ACTIVITY -
Find the word "main" in the data below and copy each line that holds it.

[Stored data entries]
+++
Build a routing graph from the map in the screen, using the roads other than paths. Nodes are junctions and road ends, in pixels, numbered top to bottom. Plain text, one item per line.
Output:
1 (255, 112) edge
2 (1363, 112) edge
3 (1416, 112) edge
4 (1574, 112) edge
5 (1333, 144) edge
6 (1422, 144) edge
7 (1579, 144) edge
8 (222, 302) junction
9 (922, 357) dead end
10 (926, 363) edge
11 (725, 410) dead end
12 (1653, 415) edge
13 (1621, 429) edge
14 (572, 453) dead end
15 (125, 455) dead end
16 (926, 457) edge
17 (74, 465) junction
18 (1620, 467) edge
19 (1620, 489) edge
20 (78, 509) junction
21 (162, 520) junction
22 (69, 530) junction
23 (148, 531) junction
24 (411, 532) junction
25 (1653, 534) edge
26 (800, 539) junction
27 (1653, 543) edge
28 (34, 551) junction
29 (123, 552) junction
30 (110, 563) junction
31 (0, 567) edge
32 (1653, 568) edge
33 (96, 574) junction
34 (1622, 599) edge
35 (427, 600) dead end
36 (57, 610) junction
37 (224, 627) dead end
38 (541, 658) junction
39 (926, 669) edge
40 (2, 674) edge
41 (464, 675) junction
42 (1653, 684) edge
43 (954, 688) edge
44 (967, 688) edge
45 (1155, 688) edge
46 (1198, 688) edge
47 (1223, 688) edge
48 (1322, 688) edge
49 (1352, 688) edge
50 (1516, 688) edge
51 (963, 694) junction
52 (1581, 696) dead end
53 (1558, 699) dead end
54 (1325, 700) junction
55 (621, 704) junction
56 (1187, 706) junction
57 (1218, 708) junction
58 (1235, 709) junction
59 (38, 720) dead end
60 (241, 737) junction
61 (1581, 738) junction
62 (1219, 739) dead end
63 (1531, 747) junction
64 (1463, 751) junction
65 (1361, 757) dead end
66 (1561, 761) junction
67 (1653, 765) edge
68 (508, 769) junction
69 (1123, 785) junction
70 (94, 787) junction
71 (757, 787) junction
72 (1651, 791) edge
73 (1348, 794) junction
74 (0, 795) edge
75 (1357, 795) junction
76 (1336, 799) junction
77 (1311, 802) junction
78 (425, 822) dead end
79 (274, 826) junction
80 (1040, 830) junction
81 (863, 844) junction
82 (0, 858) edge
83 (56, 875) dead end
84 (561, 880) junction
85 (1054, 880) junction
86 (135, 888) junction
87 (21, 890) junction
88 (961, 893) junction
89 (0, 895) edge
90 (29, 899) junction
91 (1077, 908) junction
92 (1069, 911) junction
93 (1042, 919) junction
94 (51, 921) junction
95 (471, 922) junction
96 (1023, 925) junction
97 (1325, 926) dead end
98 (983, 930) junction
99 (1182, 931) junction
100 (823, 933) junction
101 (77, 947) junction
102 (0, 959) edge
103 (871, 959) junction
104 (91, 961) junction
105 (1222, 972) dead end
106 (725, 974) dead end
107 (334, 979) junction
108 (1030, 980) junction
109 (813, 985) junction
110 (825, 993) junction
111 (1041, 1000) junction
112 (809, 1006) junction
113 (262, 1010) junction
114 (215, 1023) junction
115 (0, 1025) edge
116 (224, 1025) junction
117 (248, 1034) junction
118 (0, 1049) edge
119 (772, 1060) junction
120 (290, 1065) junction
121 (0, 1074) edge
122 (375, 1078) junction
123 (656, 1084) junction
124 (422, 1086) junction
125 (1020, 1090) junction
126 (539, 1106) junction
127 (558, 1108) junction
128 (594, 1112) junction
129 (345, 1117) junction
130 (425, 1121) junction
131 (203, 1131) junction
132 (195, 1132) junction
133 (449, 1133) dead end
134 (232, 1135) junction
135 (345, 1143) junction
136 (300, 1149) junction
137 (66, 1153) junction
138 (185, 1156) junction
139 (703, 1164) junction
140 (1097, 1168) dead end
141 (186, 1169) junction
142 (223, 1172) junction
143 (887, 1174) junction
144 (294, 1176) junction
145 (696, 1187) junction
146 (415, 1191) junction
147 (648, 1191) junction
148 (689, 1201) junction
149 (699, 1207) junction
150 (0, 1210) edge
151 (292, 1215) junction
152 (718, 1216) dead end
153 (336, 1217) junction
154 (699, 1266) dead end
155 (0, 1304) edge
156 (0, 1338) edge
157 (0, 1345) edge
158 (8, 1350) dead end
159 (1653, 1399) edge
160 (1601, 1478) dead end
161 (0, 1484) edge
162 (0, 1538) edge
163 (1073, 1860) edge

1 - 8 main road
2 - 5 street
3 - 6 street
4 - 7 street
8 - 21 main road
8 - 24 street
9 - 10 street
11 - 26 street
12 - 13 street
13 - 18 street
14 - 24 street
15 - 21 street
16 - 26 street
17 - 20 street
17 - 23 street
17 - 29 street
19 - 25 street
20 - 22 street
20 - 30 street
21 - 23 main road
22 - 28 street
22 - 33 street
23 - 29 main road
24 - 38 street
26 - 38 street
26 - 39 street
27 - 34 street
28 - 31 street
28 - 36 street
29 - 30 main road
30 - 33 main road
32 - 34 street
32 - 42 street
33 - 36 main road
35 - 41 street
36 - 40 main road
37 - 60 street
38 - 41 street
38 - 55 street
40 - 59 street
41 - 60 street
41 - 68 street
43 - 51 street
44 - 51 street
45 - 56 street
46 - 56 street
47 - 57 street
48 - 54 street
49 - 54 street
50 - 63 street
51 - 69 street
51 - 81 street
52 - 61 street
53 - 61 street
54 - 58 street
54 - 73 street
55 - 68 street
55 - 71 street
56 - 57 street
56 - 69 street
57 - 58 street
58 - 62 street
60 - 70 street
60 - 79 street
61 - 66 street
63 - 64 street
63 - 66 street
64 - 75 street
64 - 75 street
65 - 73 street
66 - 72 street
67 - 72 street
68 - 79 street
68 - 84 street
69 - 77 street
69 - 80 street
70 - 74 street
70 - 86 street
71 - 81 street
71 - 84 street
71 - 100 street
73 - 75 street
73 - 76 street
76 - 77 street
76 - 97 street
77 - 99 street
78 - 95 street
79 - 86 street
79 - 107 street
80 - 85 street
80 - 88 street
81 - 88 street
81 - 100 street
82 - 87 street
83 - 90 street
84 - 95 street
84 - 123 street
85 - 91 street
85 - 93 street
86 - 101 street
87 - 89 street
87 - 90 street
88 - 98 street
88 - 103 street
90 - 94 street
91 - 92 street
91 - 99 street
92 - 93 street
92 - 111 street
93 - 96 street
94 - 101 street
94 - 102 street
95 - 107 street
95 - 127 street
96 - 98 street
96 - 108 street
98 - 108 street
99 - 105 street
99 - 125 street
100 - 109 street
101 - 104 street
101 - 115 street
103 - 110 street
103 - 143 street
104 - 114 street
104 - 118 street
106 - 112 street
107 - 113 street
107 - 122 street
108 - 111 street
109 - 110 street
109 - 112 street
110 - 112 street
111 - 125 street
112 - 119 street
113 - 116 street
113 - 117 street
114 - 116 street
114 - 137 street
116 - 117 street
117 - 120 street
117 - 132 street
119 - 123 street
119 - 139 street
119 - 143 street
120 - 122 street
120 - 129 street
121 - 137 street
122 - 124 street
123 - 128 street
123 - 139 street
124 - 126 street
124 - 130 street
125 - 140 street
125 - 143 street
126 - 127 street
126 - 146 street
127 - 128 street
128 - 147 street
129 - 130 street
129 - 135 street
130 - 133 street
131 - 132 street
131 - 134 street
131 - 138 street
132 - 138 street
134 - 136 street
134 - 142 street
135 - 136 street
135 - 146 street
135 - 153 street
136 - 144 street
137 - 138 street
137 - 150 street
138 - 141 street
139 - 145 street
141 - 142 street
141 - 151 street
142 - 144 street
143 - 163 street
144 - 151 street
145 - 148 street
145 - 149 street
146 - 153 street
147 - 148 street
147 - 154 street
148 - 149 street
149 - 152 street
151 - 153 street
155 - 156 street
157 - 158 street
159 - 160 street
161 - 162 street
+++
WRITTEN SOLUTION -
1 - 8 main road
8 - 21 main road
21 - 23 main road
23 - 29 main road
29 - 30 main road
30 - 33 main road
33 - 36 main road
36 - 40 main road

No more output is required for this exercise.